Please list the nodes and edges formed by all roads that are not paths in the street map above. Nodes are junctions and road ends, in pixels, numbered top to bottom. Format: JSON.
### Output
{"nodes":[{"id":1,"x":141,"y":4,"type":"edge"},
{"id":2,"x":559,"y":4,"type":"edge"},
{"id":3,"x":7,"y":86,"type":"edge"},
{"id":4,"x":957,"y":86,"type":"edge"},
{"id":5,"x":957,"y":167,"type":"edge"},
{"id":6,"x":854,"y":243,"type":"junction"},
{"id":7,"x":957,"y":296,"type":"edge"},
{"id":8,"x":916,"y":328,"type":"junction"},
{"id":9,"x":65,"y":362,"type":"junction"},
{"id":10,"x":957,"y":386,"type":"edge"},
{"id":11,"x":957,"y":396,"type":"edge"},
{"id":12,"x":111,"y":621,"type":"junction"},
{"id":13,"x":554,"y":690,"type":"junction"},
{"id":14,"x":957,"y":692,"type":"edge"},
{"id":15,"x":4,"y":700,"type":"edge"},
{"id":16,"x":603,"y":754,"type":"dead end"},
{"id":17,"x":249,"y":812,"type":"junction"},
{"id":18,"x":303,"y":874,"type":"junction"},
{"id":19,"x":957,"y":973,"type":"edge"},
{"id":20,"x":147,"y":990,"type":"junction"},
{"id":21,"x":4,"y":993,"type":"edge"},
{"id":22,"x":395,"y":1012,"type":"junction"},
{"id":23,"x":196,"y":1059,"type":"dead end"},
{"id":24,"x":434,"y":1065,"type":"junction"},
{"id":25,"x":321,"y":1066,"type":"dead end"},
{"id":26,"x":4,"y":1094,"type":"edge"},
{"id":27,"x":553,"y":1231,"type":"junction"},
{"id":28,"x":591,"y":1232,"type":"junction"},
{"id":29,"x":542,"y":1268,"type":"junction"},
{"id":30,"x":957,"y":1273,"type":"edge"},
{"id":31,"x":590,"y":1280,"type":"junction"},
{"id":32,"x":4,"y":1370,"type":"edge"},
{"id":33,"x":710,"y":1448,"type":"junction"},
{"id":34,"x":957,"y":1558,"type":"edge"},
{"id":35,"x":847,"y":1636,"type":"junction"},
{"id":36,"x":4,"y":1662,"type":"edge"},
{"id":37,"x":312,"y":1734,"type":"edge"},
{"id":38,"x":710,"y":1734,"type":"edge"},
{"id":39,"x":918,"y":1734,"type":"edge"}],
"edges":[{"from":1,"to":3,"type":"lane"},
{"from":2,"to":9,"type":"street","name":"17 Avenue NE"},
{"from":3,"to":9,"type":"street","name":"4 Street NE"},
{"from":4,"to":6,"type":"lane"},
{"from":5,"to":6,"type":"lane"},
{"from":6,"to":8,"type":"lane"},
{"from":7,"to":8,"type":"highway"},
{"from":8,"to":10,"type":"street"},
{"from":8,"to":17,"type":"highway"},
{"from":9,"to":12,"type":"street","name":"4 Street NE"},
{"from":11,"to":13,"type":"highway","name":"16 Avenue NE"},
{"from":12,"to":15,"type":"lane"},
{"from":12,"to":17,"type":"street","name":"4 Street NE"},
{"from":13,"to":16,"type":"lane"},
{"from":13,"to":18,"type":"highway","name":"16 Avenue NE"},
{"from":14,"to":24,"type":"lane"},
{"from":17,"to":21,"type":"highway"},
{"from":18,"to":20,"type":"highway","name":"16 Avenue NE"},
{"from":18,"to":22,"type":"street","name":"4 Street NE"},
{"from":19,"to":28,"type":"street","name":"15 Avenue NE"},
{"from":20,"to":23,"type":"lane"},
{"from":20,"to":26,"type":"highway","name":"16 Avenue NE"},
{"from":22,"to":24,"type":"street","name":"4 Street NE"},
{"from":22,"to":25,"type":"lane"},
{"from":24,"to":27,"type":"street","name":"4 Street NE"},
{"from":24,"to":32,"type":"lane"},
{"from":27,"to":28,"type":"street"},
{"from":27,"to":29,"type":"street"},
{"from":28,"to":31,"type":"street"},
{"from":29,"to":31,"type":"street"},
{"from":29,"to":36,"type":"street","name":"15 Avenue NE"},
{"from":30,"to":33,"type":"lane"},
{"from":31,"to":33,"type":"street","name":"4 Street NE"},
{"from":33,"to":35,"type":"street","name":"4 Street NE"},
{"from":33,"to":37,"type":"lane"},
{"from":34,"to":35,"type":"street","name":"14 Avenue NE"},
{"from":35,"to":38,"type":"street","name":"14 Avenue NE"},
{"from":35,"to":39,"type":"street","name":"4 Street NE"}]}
⁂
**DESCRIPTION OF THE TASK:**
Give the records above again, word for word.

**ANSWER TO THE EXERCISE:**
Please list the nodes and edges formed by all roads that are not paths in the street map above. Nodes are junctions and road ends, in pixels, numbered top to bottom. Format: JSON.
### Output
{"nodes":[{"id":1,"x":141,"y":4,"type":"edge"},
{"id":2,"x":559,"y":4,"type":"edge"},
{"id":3,"x":7,"y":86,"type":"edge"},
{"id":4,"x":957,"y":86,"type":"edge"},
{"id":5,"x":957,"y":167,"type":"edge"},
{"id":6,"x":854,"y":243,"type":"junction"},
{"id":7,"x":957,"y":296,"type":"edge"},
{"id":8,"x":916,"y":328,"type":"junction"},
{"id":9,"x":65,"y":362,"type":"junction"},
{"id":10,"x":957,"y":386,"type":"edge"},
{"id":11,"x":957,"y":396,"type":"edge"},
{"id":12,"x":111,"y":621,"type":"junction"},
{"id":13,"x":554,"y":690,"type":"junction"},
{"id":14,"x":957,"y":692,"type":"edge"},
{"id":15,"x":4,"y":700,"type":"edge"},
{"id":16,"x":603,"y":754,"type":"dead end"},
{"id":17,"x":249,"y":812,"type":"junction"},
{"id":18,"x":303,"y":874,"type":"junction"},
{"id":19,"x":957,"y":973,"type":"edge"},
{"id":20,"x":147,"y":990,"type":"junction"},
{"id":21,"x":4,"y":993,"type":"edge"},
{"id":22,"x":395,"y":1012,"type":"junction"},
{"id":23,"x":196,"y":1059,"type":"dead end"},
{"id":24,"x":434,"y":1065,"type":"junction"},
{"id":25,"x":321,"y":1066,"type":"dead end"},
{"id":26,"x":4,"y":1094,"type":"edge"},
{"id":27,"x":553,"y":1231,"type":"junction"},
{"id":28,"x":591,"y":1232,"type":"junction"},
{"id":29,"x":542,"y":1268,"type":"junction"},
{"id":30,"x":957,"y":1273,"type":"edge"},
{"id":31,"x":590,"y":1280,"type":"junction"},
{"id":32,"x":4,"y":1370,"type":"edge"},
{"id":33,"x":710,"y":1448,"type":"junction"},
{"id":34,"x":957,"y":1558,"type":"edge"},
{"id":35,"x":847,"y":1636,"type":"junction"},
{"id":36,"x":4,"y":1662,"type":"edge"},
{"id":37,"x":312,"y":1734,"type":"edge"},
{"id":38,"x":710,"y":1734,"type":"edge"},
{"id":39,"x":918,"y":1734,"type":"edge"}],
"edges":[{"from":1,"to":3,"type":"lane"},
{"from":2,"to":9,"type":"street","name":"17 Avenue NE"},
{"from":3,"to":9,"type":"street","name":"4 Street NE"},
{"from":4,"to":6,"type":"lane"},
{"from":5,"to":6,"type":"lane"},
{"from":6,"to":8,"type":"lane"},
{"from":7,"to":8,"type":"highway"},
{"from":8,"to":10,"type":"street"},
{"from":8,"to":17,"type":"highway"},
{"from":9,"to":12,"type":"street","name":"4 Street NE"},
{"from":11,"to":13,"type":"highway","name":"16 Avenue NE"},
{"from":12,"to":15,"type":"lane"},
{"from":12,"to":17,"type":"street","name":"4 Street NE"},
{"from":13,"to":16,"type":"lane"},
{"from":13,"to":18,"type":"highway","name":"16 Avenue NE"},
{"from":14,"to":24,"type":"lane"},
{"from":17,"to":21,"type":"highway"},
{"from":18,"to":20,"type":"highway","name":"16 Avenue NE"},
{"from":18,"to":22,"type":"street","name":"4 Street NE"},
{"from":19,"to":28,"type":"street","name":"15 Avenue NE"},
{"from":20,"to":23,"type":"lane"},
{"from":20,"to":26,"type":"highway","name":"16 Avenue NE"},
{"from":22,"to":24,"type":"street","name":"4 Street NE"},
{"from":22,"to":25,"type":"lane"},
{"from":24,"to":27,"type":"street","name":"4 Street NE"},
{"from":24,"to":32,"type":"lane"},
{"from":27,"to":28,"type":"street"},
{"from":27,"to":29,"type":"street"},
{"from":28,"to":31,"type":"street"},
{"from":29,"to":31,"type":"street"},
{"from":29,"to":36,"type":"street","name":"15 Avenue NE"},
{"from":30,"to":33,"type":"lane"},
{"from":31,"to":33,"type":"street","name":"4 Street NE"},
{"from":33,"to":35,"type":"street","name":"4 Street NE"},
{"from":33,"to":37,"type":"lane"},
{"from":34,"to":35,"type":"street","name":"14 Avenue NE"},
{"from":35,"to":38,"type":"street","name":"14 Avenue NE"},
{"from":35,"to":39,"type":"street","name":"4 Street NE"}]}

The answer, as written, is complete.